I think about this because of an innovative approach employed in Philadelphia for a similar problem that I once heard about in a lecture. In Philadelphia, rates of invasive pneumococcal disease are mapped with vaccination rates. Such an approach uncovers areas in which vaccine--which reduces carriage rate as well as infections--should be prioritized. The approach is reminiscent of the surveillance and containment approach used to eradicate smallpox. 

 

A Cocktail of HIV Cures

A few new developments regarding the potential for an HIV cure are sparking a round excitement. There are several manners in which an HIV cure--as opposed to a preventative vaccine--is being pursued. 

The first is in a manner such as with The Berlin Patient, a man who developed leukemia in the setting of HIV and underwent a bone marrow transplant with cells lacking the HIV co-receptor CCR5. This is the subject of a new book I'm eager to read. 
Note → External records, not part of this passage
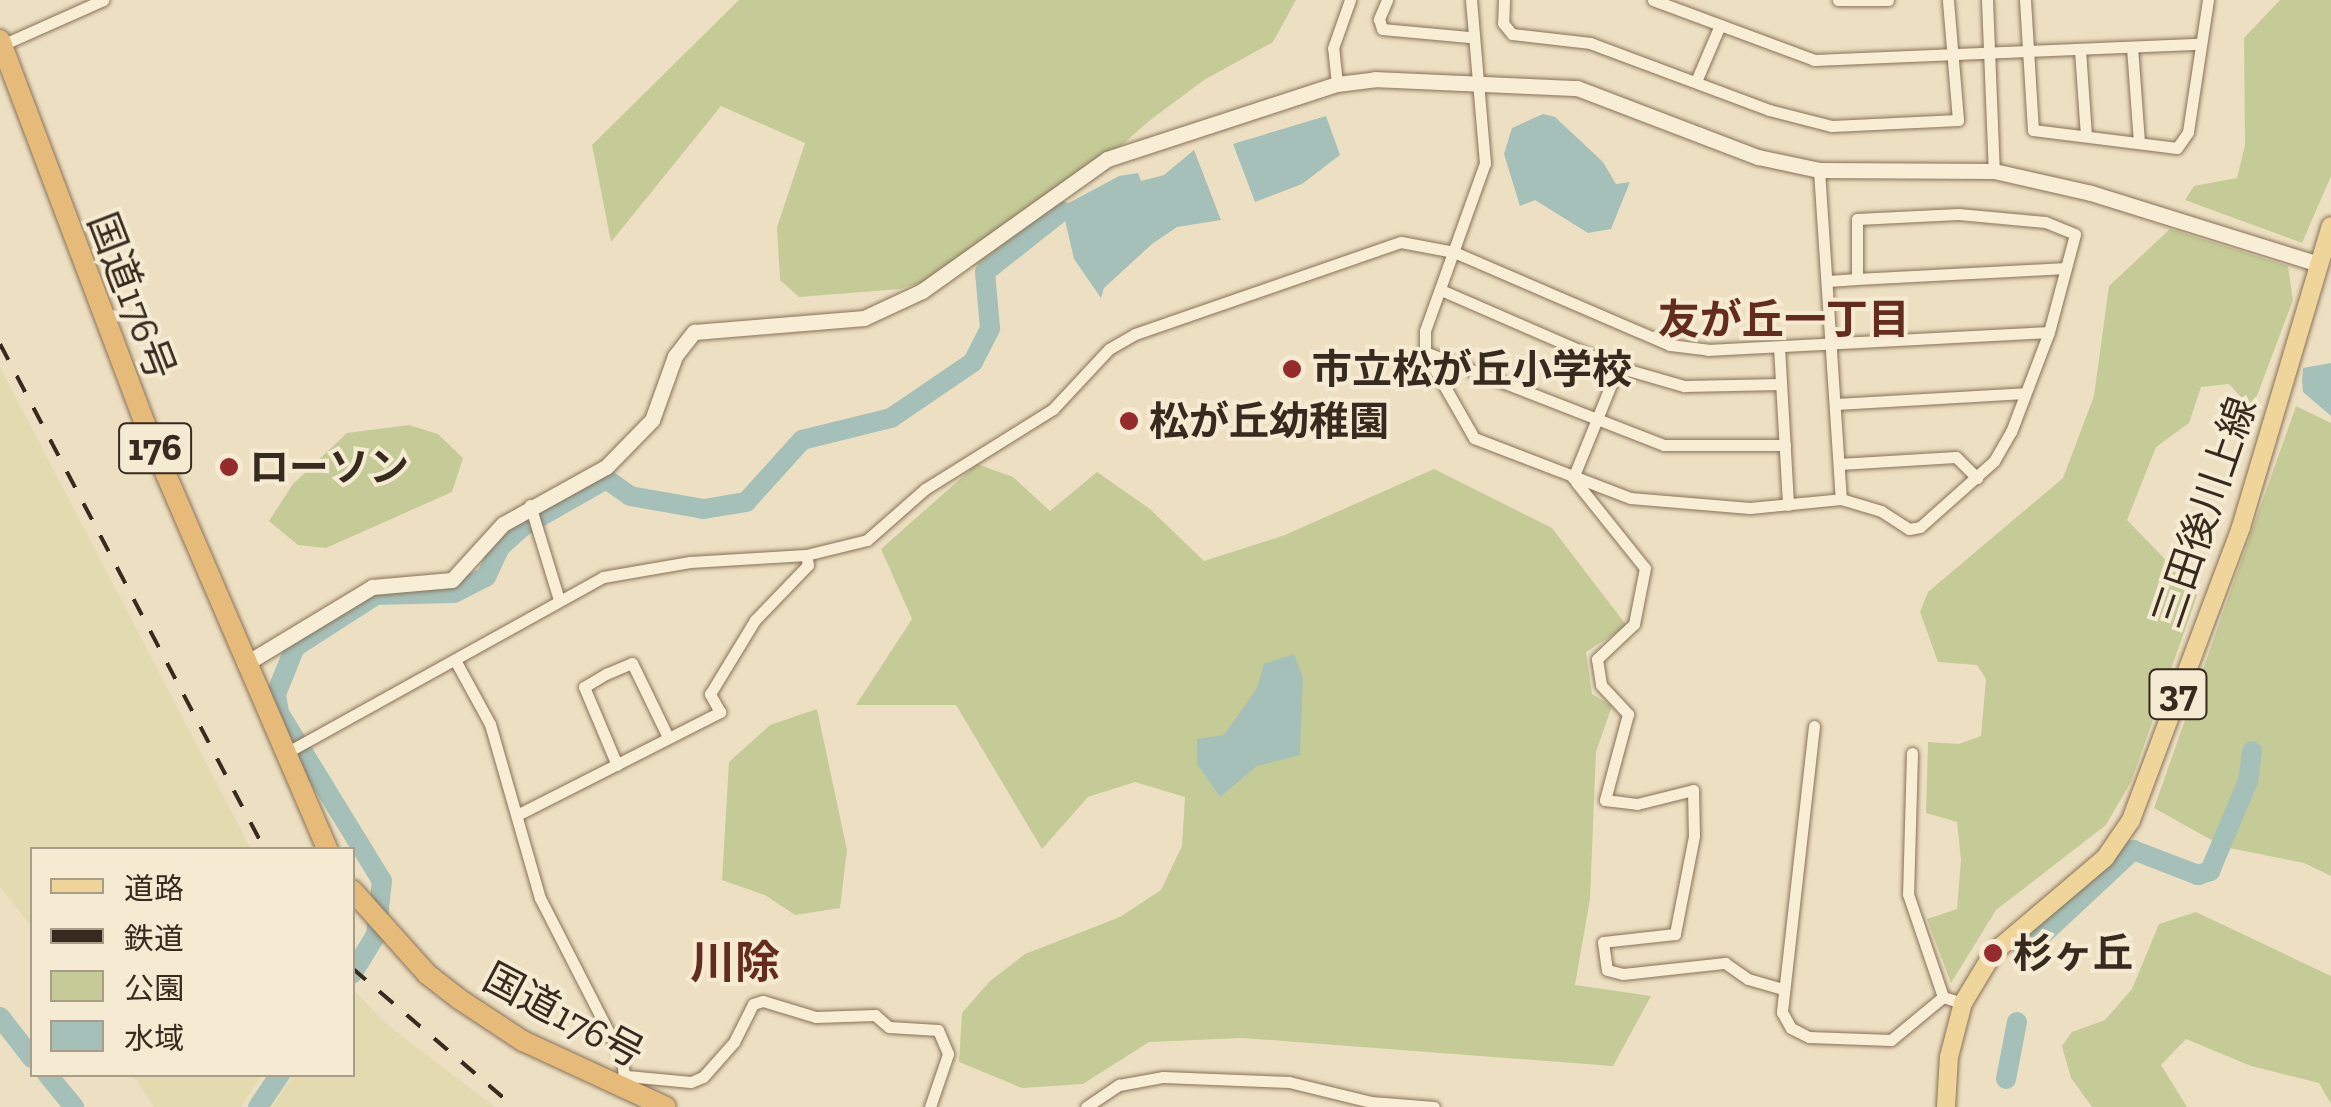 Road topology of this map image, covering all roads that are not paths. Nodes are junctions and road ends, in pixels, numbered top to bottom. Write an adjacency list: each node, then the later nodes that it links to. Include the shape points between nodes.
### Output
1 (103, 0): 15 (street)
2 (1350, 0): 23 (street, via 1332,48)
3 (1387, 0): 14 (street, via 1382,29)
4 (1471, 0): 14 (street)
5 (1504, 0): 22 (street, via 1502,23 1512,34 1590,43)
6 (1653, 0): 13 (street)
7 (1838, 0): 8 (street)
8 (1888, 0)
9 (1948, 0): 21 (street)
10 (1987, 0): 20 (street)
11 (2025, 0): 19 (street)
12 (2208, 0): 16 (street)
13 (1720, 25): 21 (street, via 1814,60); 22 (street)
14 (1470, 37): 24 (street)
15 (1, 42): 55 (highway, 国道176号 / 176, via 80,264)
16 (2200, 44): 17 (street); 26 (street, via 2183,144)
17 (2132, 48): 18 (street); 26 (street)
18 (2080, 50): 19 (street); 25 (street)
19 (2028, 53): 20 (street); 25 (street, via 2033,130)
20 (1990, 56): 21 (street); 28 (street)
21 (1954, 59): 22 (street, via 1958,120 1832,126 1769,110)
22 (1698, 78)
23 (1337, 84): 24 (street, via 1375,79); 51 (street, via 1107,159 922,291 864,318 694,332 676,356 652,420 629,450)
24 (1478, 86): 27 (street, via 1602,94 1758,157); 30 (street, via 1486,163)
25 (2086, 136): 26 (street)
26 (2139, 143)
27 (1820, 170): 28 (street); 34 (street)
28 (1994, 171): 31 (street, via 2091,193)
29 (2331, 226): 31 (main road, 三田後川上線 / 37)
30 (1454, 252): 35 (street); 38 (street, via 1670,345); 52 (street, via 1400,242 1136,334 1109,348 1053,409 925,489 867,540)
31 (2319, 264): 66 (main road, 三田後川上線 / 37, via 2246,509 2131,820 2105,858 1993,952)
32 (2066, 268): 33 (street); 33 (street, via 2075,234 2045,222 1958,214 1888,217 1856,219); 36 (street)
33 (1857, 279): 34 (street)
34 (1828, 281): 37 (street)
35 (1441, 290): 39 (street, via 1425,331); 40 (street)
36 (2050, 332): 37 (street); 42 (street)
37 (1832, 344): 38 (street); 43 (street)
38 (1779, 347): 41 (street)
39 (1425, 352): 44 (street); 47 (street, via 1462,428)
40 (1618, 367): 41 (street, via 1684,386); 44 (street)
41 (1781, 384): 45 (street)
42 (2025, 393): 43 (street); 48 (street, via 2011,432)
43 (1836, 404): 46 (street)
44 (1597, 423): 45 (street, via 1664,445); 47 (street)
45 (1785, 445): 50 (street)
46 (1839, 464): 48 (street, via 1956,457); 49 (street)
47 (1573, 478): 50 (street, via 1673,506); 64 (street, via 1645,568 1634,624 1597,659 1601,685 1628,714 1604,800 1638,804 1693,790 1694,836 1675,934 1603,942 1607,970 1725,963 1748,979)
48 (1977, 478): 49 (street, via 1913,530)
49 (1841, 499): 50 (street)
50 (1788, 504)
51 (533, 514): 53 (street); 55 (street, via 452,580 372,586)
52 (806, 555): 53 (street, via 630,569); 57 (street, via 808,565 755,620 710,694 720,712)
53 (559, 600): 54 (street)
54 (455, 660): 58 (street); 61 (street, via 490,724)
55 (246, 664): 58 (highway, 国道176号 / 176)
56 (1814, 726): 64 (street)
57 (668, 737): 60 (street); 60 (street, via 632,663 606,674 584,687)
58 (296, 749): 62 (highway, 国道176号 / 176)
59 (1912, 753): 65 (street, via 1908,894)
60 (617, 765): 61 (street)
61 (517, 815): 67 (street, via 540,898)
62 (327, 847)
63 (355, 894): 67 (highway, 国道176号, via 427,974 492,1022)
64 (1783, 989): 65 (street, via 1782,1012 1792,1028 1832,1040 1891,1040)
65 (1943, 997): 66 (street)
66 (1962, 1003): 72 (main road, 三田後川上線 / 37, via 1948,1057)
67 (626, 1082): 68 (highway, 国道176号); 69 (street, via 703,1077 734,1042 753,1004 763,1001 816,1017 874,1014 890,1027 938,1030 948,1054)
68 (666, 1107)
69 (930, 1107)
70 (1086, 1107): 71 (street, via 1119,1085 1163,1077 1290,1082 1372,1102)
71 (1434, 1107)
72 (1946, 1107)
The other avenue is that taken by the Mississippi baby. In this case, a child born to an HIV positive mother--who did not receive prophylactic treatment--was immediately placed on antiretroviral therapy for a period of time. That treatment has since stopped and no detectable virus has been found in the child's blood. A similar procedure was recently reported in Long Beach. A larger trial is being planned. Similar results have been shown in adults in the Visconti cohort, albeit a small amount of viral material presents. 

The final approach is novel and involves using genetic engineering to remove the CCR5 co-receptor from a person's T-cells and then re-infusing them. Such infusions of T cells lacking this receptor were found to die much less slowly than their HIV-vulnerable counterparts, in the absence of treatment, and also to be safe.
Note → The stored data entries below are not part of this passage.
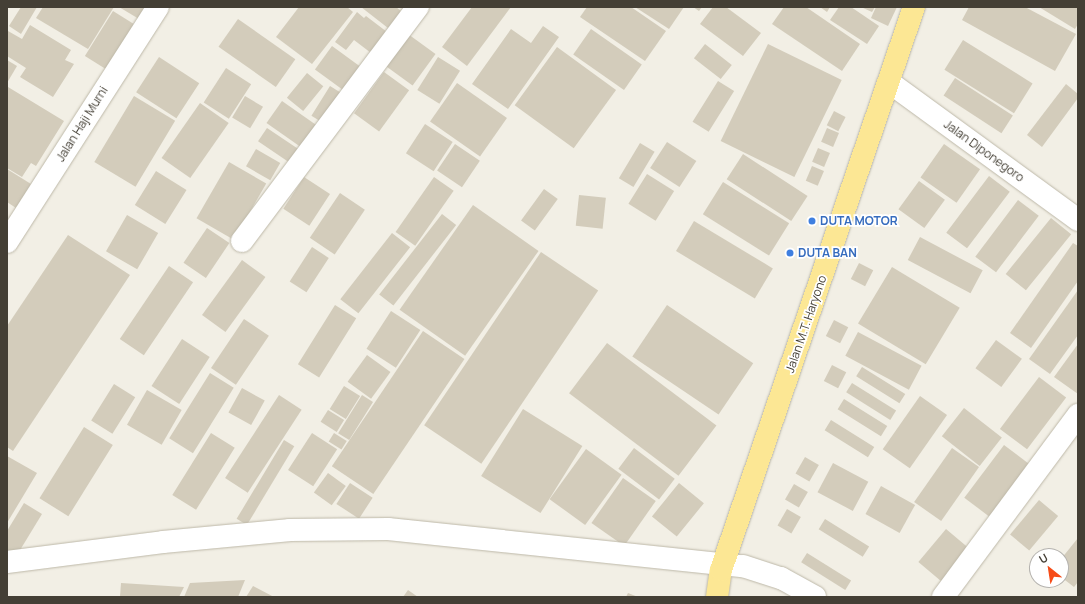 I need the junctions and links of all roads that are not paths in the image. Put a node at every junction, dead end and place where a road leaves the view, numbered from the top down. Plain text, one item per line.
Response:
1 (158, 7) edge
2 (418, 7) edge
3 (914, 7) edge
4 (889, 82) junction
5 (14, 216) edge
6 (1078, 220) edge
7 (242, 241) dead end
8 (7, 242) edge
9 (1078, 415) edge
10 (7, 562) edge
11 (724, 563) junction
12 (716, 597) edge
13 (815, 597) edge
14 (943, 597) edge

1 - 5 street, Jalan Haji Murni
2 - 7 street
3 - 4 main road, Jalan M.T. Haryono
4 - 6 street, Jalan Diponegoro
4 - 11 main road, Jalan M.T. Haryono
5 - 8 street, Jalan Haji Murni
9 - 14 street
10 - 11 street
11 - 12 main road, Jalan M.T. Haryono
11 - 13 street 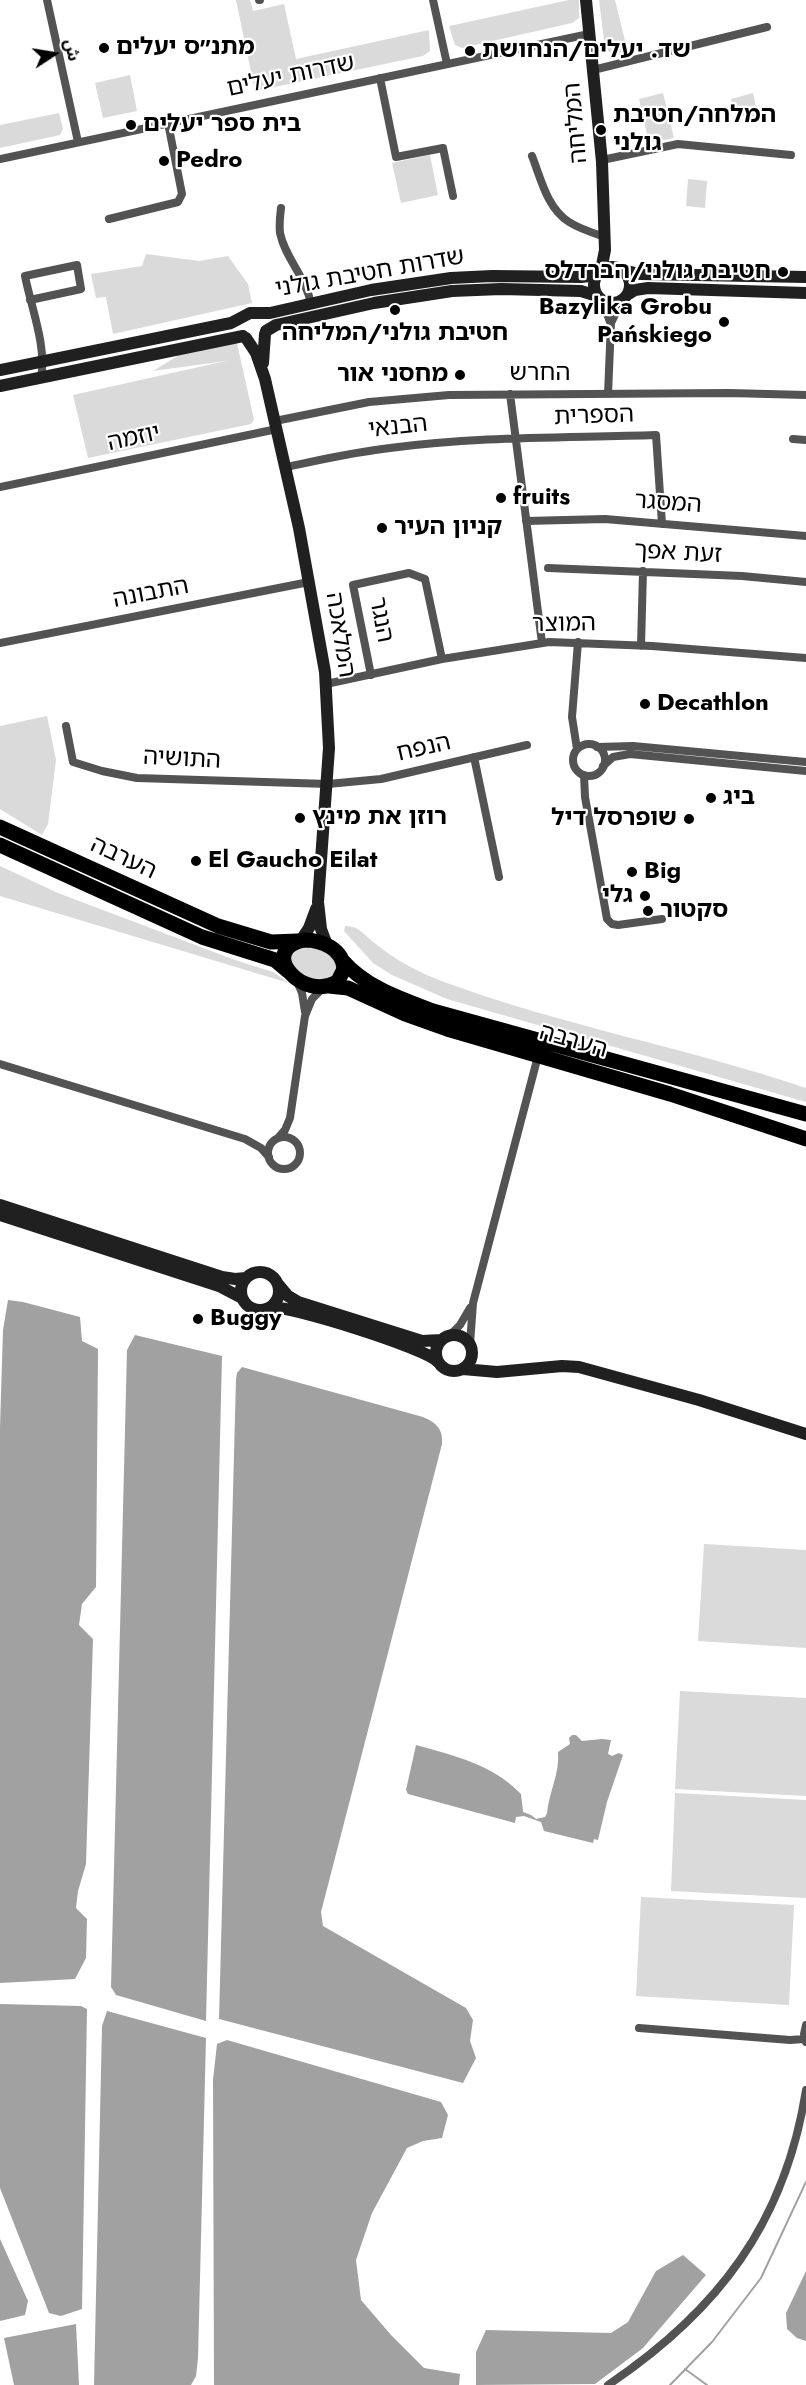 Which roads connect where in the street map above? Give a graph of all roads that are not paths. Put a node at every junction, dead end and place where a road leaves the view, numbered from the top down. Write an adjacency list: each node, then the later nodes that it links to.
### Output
1 (47, 0): 10 (street)
2 (433, 0): 6 (street)
3 (586, 0): 5 (street, המליחה)
4 (767, 27): 7 (street)
5 (590, 34): 6 (street, שדרות יעלים); 7 (street, המליחה)
6 (447, 64): 8 (street, שדרות יעלים)
7 (593, 70): 14 (street, המליחה)
8 (380, 78): 9 (street, שדרות יעלים); 15 (street)
9 (168, 123): 10 (street, שדרות יעלים); 17 (street)
10 (78, 142): 13 (street, שדרות יעלים)
11 (791, 155): 14 (street)
12 (532, 156): 18 (street)
13 (0, 159)
14 (602, 160): 18 (street, המליחה)
15 (453, 196)
16 (281, 208): 26 (street)
17 (109, 219)
18 (605, 240): 19 (street, המליחה); 20 (street, המליחה)
19 (620, 269): 20 (street); 21 (street); 24 (street)
20 (599, 273): 23 (street); 26 (street, שדרות חטיבת גולני)
21 (806, 277)
22 (806, 293): 24 (street)
23 (599, 298): 24 (street); 29 (street); 30 (street, שדרות חטיבת גולני)
24 (625, 298): 29 (street)
25 (30, 300): 25 (street); 32 (street)
26 (311, 304): 27 (street, שדרות חטיבת גולני)
27 (258, 313): 28 (street); 30 (street)
28 (241, 319): 31 (street); 32 (street)
29 (611, 323): 38 (street)
30 (265, 333): 31 (street); 35 (street, המלאכה)
31 (244, 337): 34 (street); 35 (street, המלאכה)
32 (44, 362): 33 (street); 34 (street)
33 (0, 370)
34 (41, 377): 36 (street)
35 (265, 379): 40 (street, המלאכה)
36 (0, 386)
37 (510, 394): 38 (street, החרש); 40 (street, החרש); 41 (street)
38 (608, 394): 39 (street, החרש)
39 (806, 395)
40 (276, 425): 44 (street, המלאכה); 45 (street, יוזמה)
41 (516, 439): 44 (street, הבנאי); 46 (street); 47 (street, הספרית)
42 (793, 439): 43 (street)
43 (806, 441)
44 (285, 467): 51 (street, המלאכה)
45 (0, 487)
46 (526, 521): 47 (street, המסגר); 55 (street)
47 (662, 524): 48 (street, המסגר)
48 (806, 536)
49 (548, 568): 50 (street, זעת אפך)
50 (643, 571): 52 (street, זעת אפך); 56 (street)
51 (309, 582): 54 (street, התבונה); 60 (street, המלאכה)
52 (806, 582)
53 (578, 642): 55 (street, המוצר); 56 (street, המוצר); 64 (street)
54 (0, 643)
55 (542, 643): 58 (street, המוצר)
56 (641, 646): 57 (street, המוצר)
57 (806, 658)
58 (442, 659): 59 (street, המוצר); 59 (street, הנגר)
59 (371, 675): 60 (street, המוצר)
60 (326, 684): 70 (street, המלאכה)
61 (66, 726): 70 (street, התושיה)
62 (527, 746): 65 (street, הנפח)
63 (597, 747): 64 (street); 66 (street); 67 (street)
64 (577, 749): 69 (street)
65 (474, 757): 70 (street, הנפח); 73 (street)
66 (806, 762)
67 (603, 766): 68 (street); 69 (street)
68 (806, 771)
69 (584, 775): 75 (street)
70 (328, 784): 74 (street, המלאכה)
71 (0, 827): 76 (highway, הערבה)
72 (0, 845): 79 (highway, הערבה)
73 (499, 878)
74 (318, 902): 76 (street, המלאכה); 77 (street, המלאכה)
75 (662, 919)
76 (300, 941): 77 (highway); 79 (highway)
77 (327, 945): 78 (highway)
78 (342, 960): 80 (highway); 84 (highway, הערבה)
79 (292, 975): 80 (highway); 81 (street)
80 (327, 986): 81 (street); 82 (highway, הערבה)
81 (305, 1016): 85 (street)
82 (538, 1056): 89 (highway, הערבה); 96 (street)
83 (0, 1064): 86 (street)
84 (806, 1114)
85 (290, 1118): 87 (street); 88 (street)
86 (245, 1139): 87 (street); 90 (street)
87 (276, 1139): 88 (street); 90 (street)
88 (294, 1139): 90 (street)
89 (806, 1139)
90 (269, 1157)
91 (0, 1205): 93 (street)
92 (0, 1215): 95 (street)
93 (246, 1278): 94 (street); 95 (street)
94 (278, 1284): 97 (street); 98 (street)
95 (242, 1298): 97 (street)
96 (473, 1303): 98 (street); 99 (street)
97 (271, 1307): 100 (street)
98 (446, 1337): 99 (street); 100 (street)
99 (471, 1346): 101 (street); 102 (street)
100 (437, 1360): 101 (street)
101 (463, 1369): 102 (street)
102 (504, 1371): 103 (street)
103 (806, 1434)
104 (806, 2025): 106 (street)
105 (639, 2028): 106 (street)
106 (805, 2041)
107 (806, 2090): 108 (street)
108 (608, 2385)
Taken as a whole, the potential success of curative treatments and an efficacious vaccine have the potential to change the dynamics between HIV and the human race.

Steering the Antibiotic Enterprise

Today there have been multiple media stories regarding the misuse of antibiotics in hospitalized patients and the risk that this practice poses. Not only does it waste money, it sets up a scenario in which infections such as Clostridium difficult thrive. 

C.diff, as it is colloquially known, is a bacterium that can cause a range of symptoms from diarrhea to life-threatening intestinal perforation. It also adds significant days onto a hospital stay, can spread to other patients, and is expensive. 

The media attention is focused on a report from the CDC which studied the use of antibiotics in hospitals. What the CDC found is alarming:

  • Over 50% of hospitalized patients receive an antibiotic of some sort
  • Scrutinizing the use of vancomycin and the treatment of urinary tract infection revealed that treatment could have been improved in close to 40% of cases 
  • Antibiotics prescribed for urinary tract infections were particularly egregious with many being prescribed without a definitive diagnosis (i.e. no symptoms, no culture ordered)
  • Using mathematical tools, it was found that a 30% decrease in antibiotic use would decrease C.diff rates by a similar amount

The bottom line of this report is that antibiotic stewardship--something that is part of the daily routine of every infectious disease physician--is a key component of controlling the rates of C.diff, improving cost-effectiveness, and improving patient care. 

Vaccine Education Can't Cure Irrationality

A recent study on vaccine education yielded a paradoxical result. In those less likely to vaccinate their child, information aimed at illustrating the benefits of vaccines and debunking the fantastical "link" to autism actually strengthened their resolve against vaccines.

What this illustrates to me is that once one has committed to an irrational fixed belief, rational persuasion is not something that can be effective. Anti-vaccinationists, by their very position,  have declared that reason, logic, and evidence hold no sway with them. Because the benefits of vaccines are unequivocal and manifest for all to see, willful evasion must be occurring on some level. 

The anti-vaccine movement began, not in the modern era, but with the 1st vaccine (Jenner's smallpox vaccine). Today's movement is nothing more than an extension of that primitive phenomena which has, since its inception, stunted mankind's progress.